Per i team, come ormai è noto da mesi, la prima uscita sarà una vera sfida dal punto di vista dell'affidabilità, perché le vetture Rally1 nascono da un progetto completamente nuovo e, in più, ospitano per la prima volta nella storia la propulsione ibrida, ovvero un motore termico 1.6 turbo da 380 cavalli e un motore elettrico da 10 kW, circa 134 cavalli, che fa parte del pacchetto che comprende anche inverter e batterie.

Tra le novità di questa stagione ci sono anche quelle legate alle gomme, perché Pirelli Motorsport, fornitrice unica di gomme del WRC, ha preparato la nuova gamma appositamente progettata per le nuove vetture, le Rally1 ibride, che avranno caratteristiche differenti da quelle delle WRC Plus. Vetture più pesanti e meno dotate di carico aerodinamico. Una sfida diversa per la Casa milanese.
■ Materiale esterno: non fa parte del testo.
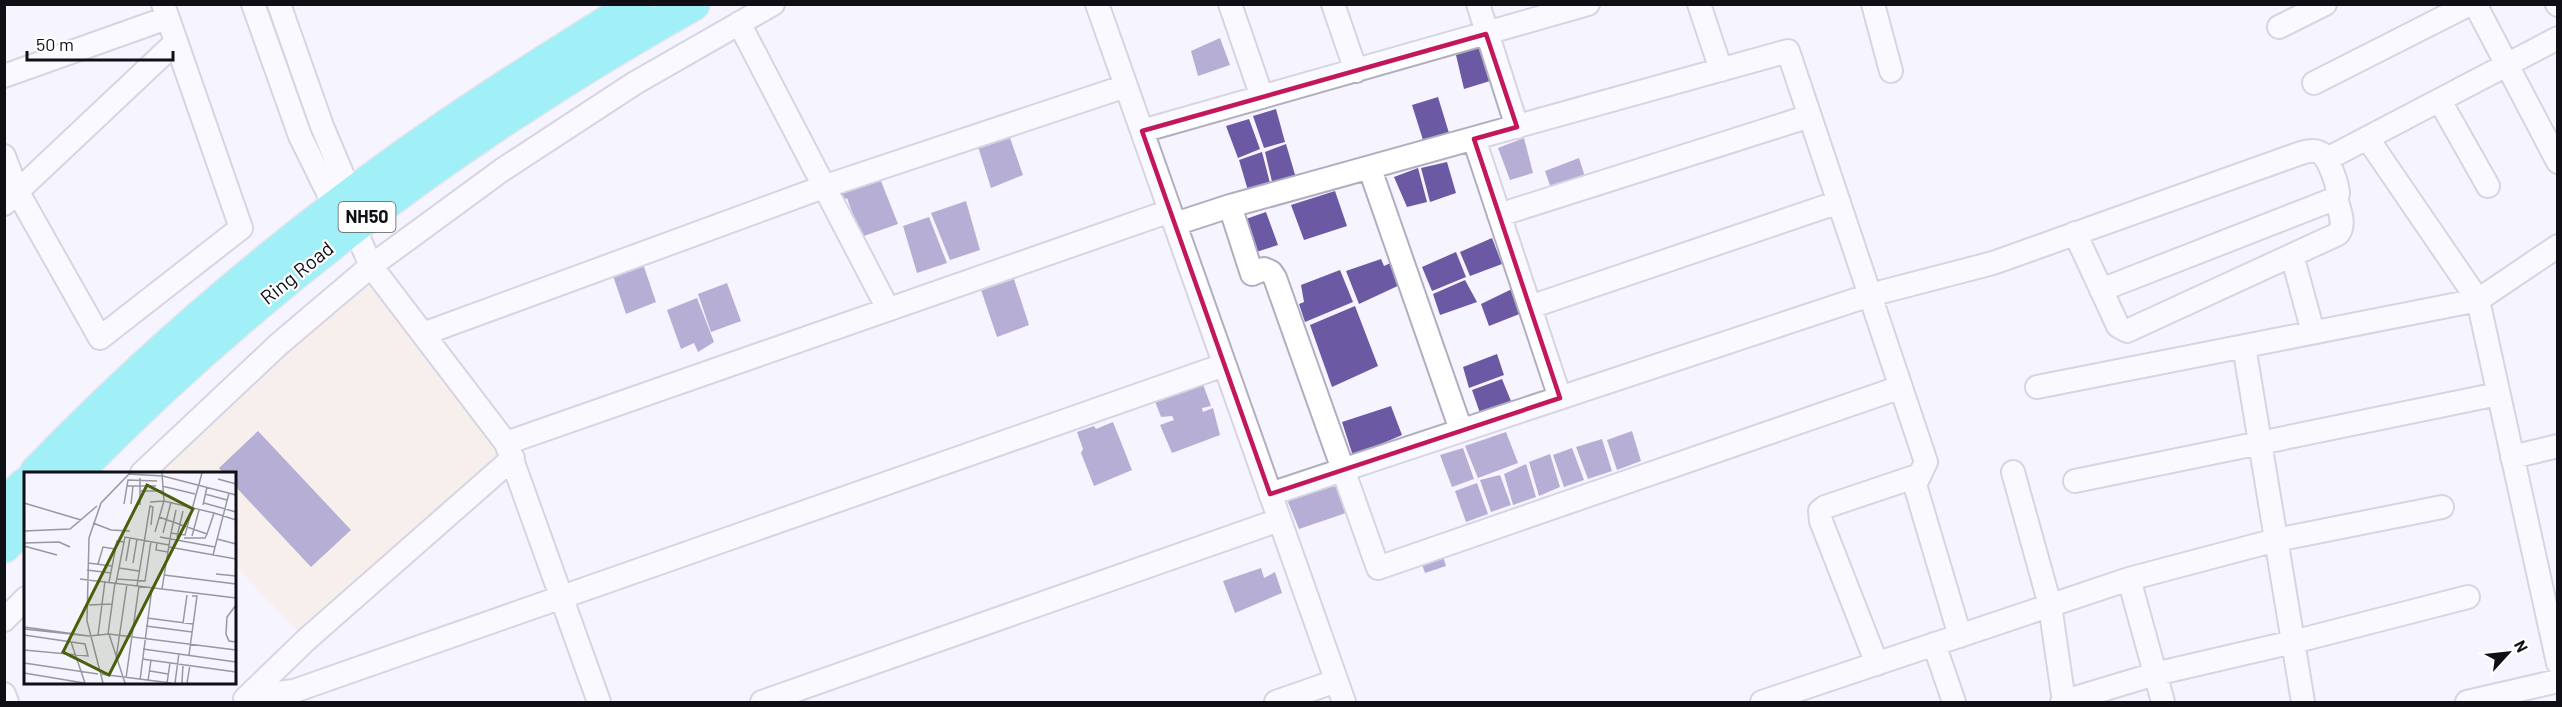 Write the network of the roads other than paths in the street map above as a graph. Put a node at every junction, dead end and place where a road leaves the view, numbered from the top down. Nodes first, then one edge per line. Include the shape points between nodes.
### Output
1 (253, 4) edge
2 (279, 4) edge
3 (637, 4) edge
4 (693, 4) edge
5 (773, 4) edge
6 (1097, 4) edge
7 (1230, 4) edge
8 (1333, 4) edge
9 (1478, 4) edge
10 (1699, 4) edge
11 (1873, 4) edge
12 (2470, 4) edge
13 (2475, 4) edge
14 (1583, 5) edge
15 (2319, 6) edge
16 (165, 11) edge
17 (739, 23) junction
18 (2279, 27) dead end
19 (1486, 34) junction
20 (2558, 38) edge
21 (176, 42) junction
22 (2505, 66) junction
23 (1356, 70) junction
24 (1721, 70) junction
25 (1891, 71) dead end
26 (4, 76) edge
27 (2314, 83) dead end
28 (1126, 86) junction
29 (1262, 97) junction
30 (2440, 101) junction
31 (1810, 116) junction
32 (1517, 127) junction
33 (1142, 131) junction
34 (2368, 139) junction
35 (1474, 140) junction
36 (4, 156) edge
37 (2327, 159) junction
38 (2558, 162) edge
39 (1370, 169) junction
40 (826, 186) junction
41 (2488, 186) dead end
42 (11, 198) edge
43 (2336, 198) junction
44 (1839, 202) junction
45 (1230, 206) junction
46 (347, 210) junction
47 (1499, 215) junction
48 (1172, 218) junction
49 (2075, 233) junction
50 (2558, 246) edge
51 (2292, 255) junction
52 (371, 266) junction
53 (2101, 290) junction
54 (1870, 295) junction
55 (2478, 300) junction
56 (1530, 307) junction
57 (888, 309) junction
58 (2313, 332) junction
59 (423, 334) junction
60 (2244, 346) junction
61 (1224, 365) junction
62 (1901, 387) junction
63 (2037, 387) dead end
64 (2498, 394) junction
65 (1560, 398) junction
66 (1461, 430) junction
67 (2260, 442) junction
68 (2558, 446) edge
69 (509, 451) junction
70 (2512, 457) junction
71 (1342, 470) junction
72 (37, 472) edge
73 (76, 472) edge
74 (143, 472) edge
75 (2013, 472) dead end
76 (1920, 475) junction
77 (2076, 481) dead end
78 (24, 486) edge
79 (1270, 494) junction
80 (4, 506) edge
81 (2442, 507) dead end
82 (1279, 520) junction
83 (24, 526) edge
84 (2276, 540) junction
85 (4, 546) edge
86 (2129, 579) junction
87 (562, 597) junction
88 (2468, 597) dead end
89 (24, 600) edge
90 (2050, 605) junction
91 (4, 620) edge
92 (1960, 636) junction
93 (2293, 642) junction
94 (1934, 644) junction
95 (2558, 663) edge
96 (1877, 664) junction
97 (2155, 674) junction
98 (2558, 681) edge
99 (4, 694) edge
100 (1336, 695) edge
101 (244, 699) edge
102 (8, 702) edge
103 (599, 702) edge
104 (762, 702) edge
105 (1276, 702) edge
106 (1762, 702) edge
107 (1954, 702) edge
108 (2063, 702) edge
109 (2163, 702) edge
110 (2303, 702) edge
111 (2467, 702) edge

1 - 46 street via 300,136
2 - 46 street
3 - 46 highway, Ring Road / NH50 via 482,102
4 - 46 highway, Ring Road / NH50 via 525,106 386,202
5 - 17 street
6 - 28 street
7 - 29 street
8 - 23 street
9 - 19 street
10 - 24 street
11 - 25 street
12 - 27 street
13 - 22 street
14 - 19 street
15 - 18 street
16 - 21 street
16 - 26 street
17 - 40 street
17 - 52 street via 635,83 512,164
19 - 23 street
19 - 32 street
20 - 22 street
21 - 42 street
21 - 42 street via 241,228 100,338
22 - 30 street
22 - 38 street
23 - 29 street
24 - 31 street via 1788,51
24 - 32 street
28 - 33 street
28 - 40 street
29 - 33 street
30 - 34 street
30 - 41 street
31 - 44 street
31 - 47 street
32 - 35 street
33 - 48 street
34 - 37 street
34 - 55 street
35 - 39 street
35 - 47 street
36 - 42 street
37 - 43 street via 2338,187
37 - 49 street via 2318,150 2301,153
39 - 45 street
39 - 66 street
40 - 57 street
40 - 59 street
43 - 51 street via 2342,229
43 - 53 street
44 - 54 street
44 - 56 street
45 - 48 street
45 - 71 street via 1252,274 1264,269 1275,278
46 - 52 street
46 - 72 highway, Ring Road / NH50 via 201,315
46 - 73 highway, Ring Road / NH50
47 - 56 street
48 - 57 street
48 - 61 street
49 - 53 street
49 - 54 street via 1993,263
50 - 55 street
51 - 53 street via 2127,331 2118,326
51 - 58 street
52 - 59 street
52 - 74 street via 279,344
54 - 62 street
54 - 65 street
55 - 58 street
55 - 64 street
56 - 65 street
57 - 69 street
58 - 60 street
59 - 69 street
60 - 63 street
60 - 67 street
61 - 79 street
61 - 87 street
62 - 71 street via 1378,567
62 - 76 street via 1926,462
64 - 67 street
64 - 70 street
65 - 66 street
66 - 71 street
67 - 77 street
67 - 84 street
68 - 70 street
69 - 87 street
69 - 101 street
70 - 95 street
71 - 79 street
75 - 90 street
76 - 92 street via 1915,485
76 - 96 street via 1820,511
78 - 80 highway
79 - 82 street
81 - 84 street
82 - 100 street
82 - 104 street
83 - 85 highway
84 - 86 street
84 - 93 street
86 - 90 street
86 - 97 street
87 - 101 street via 294,691
87 - 103 street
88 - 93 street
89 - 91 street
90 - 92 street
90 - 108 street
92 - 94 street
93 - 97 street
93 - 110 street
94 - 96 street
94 - 107 street
96 - 106 street
97 - 108 street
97 - 109 street
98 - 111 street
99 - 102 street
100 - 105 street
A proposito di sfide, il Rallye Monte-Carlo è sempre stato l'appuntamento principe del Mondiale, almeno per ciò che riguarda la complessità del percorso dovuto non solo alle caratteristiche del fondo, ma anche a causa delle complicate condizioni meteo che spesso hanno reso il rally a dir poco avvincente per chi lo guardava, ma difficile per chi era al volante di vetture da competizione.

Per questo motivo, prima del via della stagione, Motorsport.com ha interpellato Terenzio Testoni, rally activity manager di Pirelli, per sapere di più riguardo al lavoro fatto da Pirelli per ciò che riguarda la preparazione del Rallye Monte-Carlo 2022.

“Monte-Carlo è sempre una gara complessa, tra asfalto bagnato, viscido, ghiaccio, verglas. Ma forse, rispetto all'anno scorso, potrebbe essere meno difficile perché sono state tolte le prove speciali a nord di Gap, quindi quelle con temperature più rigide. Non è un fattore da poco. Mi aspetto quindi una gara dura, è sempre Monte-Carlo, ma meno difficile rispetto all'edizione del 2021”.

 

Testoni è poi entrato nello specifico delle gomme, parlando di quelle scelte per Monte-Carlo. Tante scelte differenti per i piloti perché, tra le strade alpine utilizzate per correre, non si sa mai quali condizioni possano essere trovate. Meglio non farsi trovare mai impreparati in una gara del genere.

“Per Monte-Carlo abbiamo fatto scelte dedicate, perché, come detto, si tratta di un rally in cui le condizioni sono così variabili e differenti che è necessario portare un certo tipo di mescole per poter garantire ai piloti di poterle affrontare al meglio. Porteremo gomme apposite con e senza chiodi, ma anche slick e SuperSoft. Con queste mescole, infatti, abbiamo cercato di ovviare ai problemi che potrebbero crearsi nelle speciali con asfalto bagnato o con tanto fango. Questa condizione dovrebbe trovarsi soprattutto nella ripetizione delle speciali già fatte al mattino, in cui i piloti hanno sfruttato parecchio i tagli e hanno portato fango sull'asfalto”.

Il rally activity manager di Pirelli ha poi parlato del modo in cui i team arriveranno al Rallye Monte-Carlo: vetture totalmente nuove, una nuova propulsione e poche settimane per mettere realmente a punto il pacchetto. Il timore dei team – cosa che non hanno mai nascosto in queste settimane – è arrivare nel Principato per disputare una gara in cui l'affidabilità sarà l'elemento più importante per poter vincere o anche solo aspirare a un buon piazzamento.

“Tutti i team hanno iniziato molto tardi i test sulle nuove vetture e tutti dicono che vorrebbero e avrebbero voluto provare di più. Il fatto di essere partiti così tardi è un fattore che stanno pagando. Quando è stato presentato il percorso di Monte-Carlo, non era compreso lo Shakedown, ma quest'anno sarà fatto solo per gli equipaggi che correranno sulle Rally1 proprio per permettere loro di avere più possibilità di provare le macchine, che sono totalmente nuove”, ha concluso Testoni.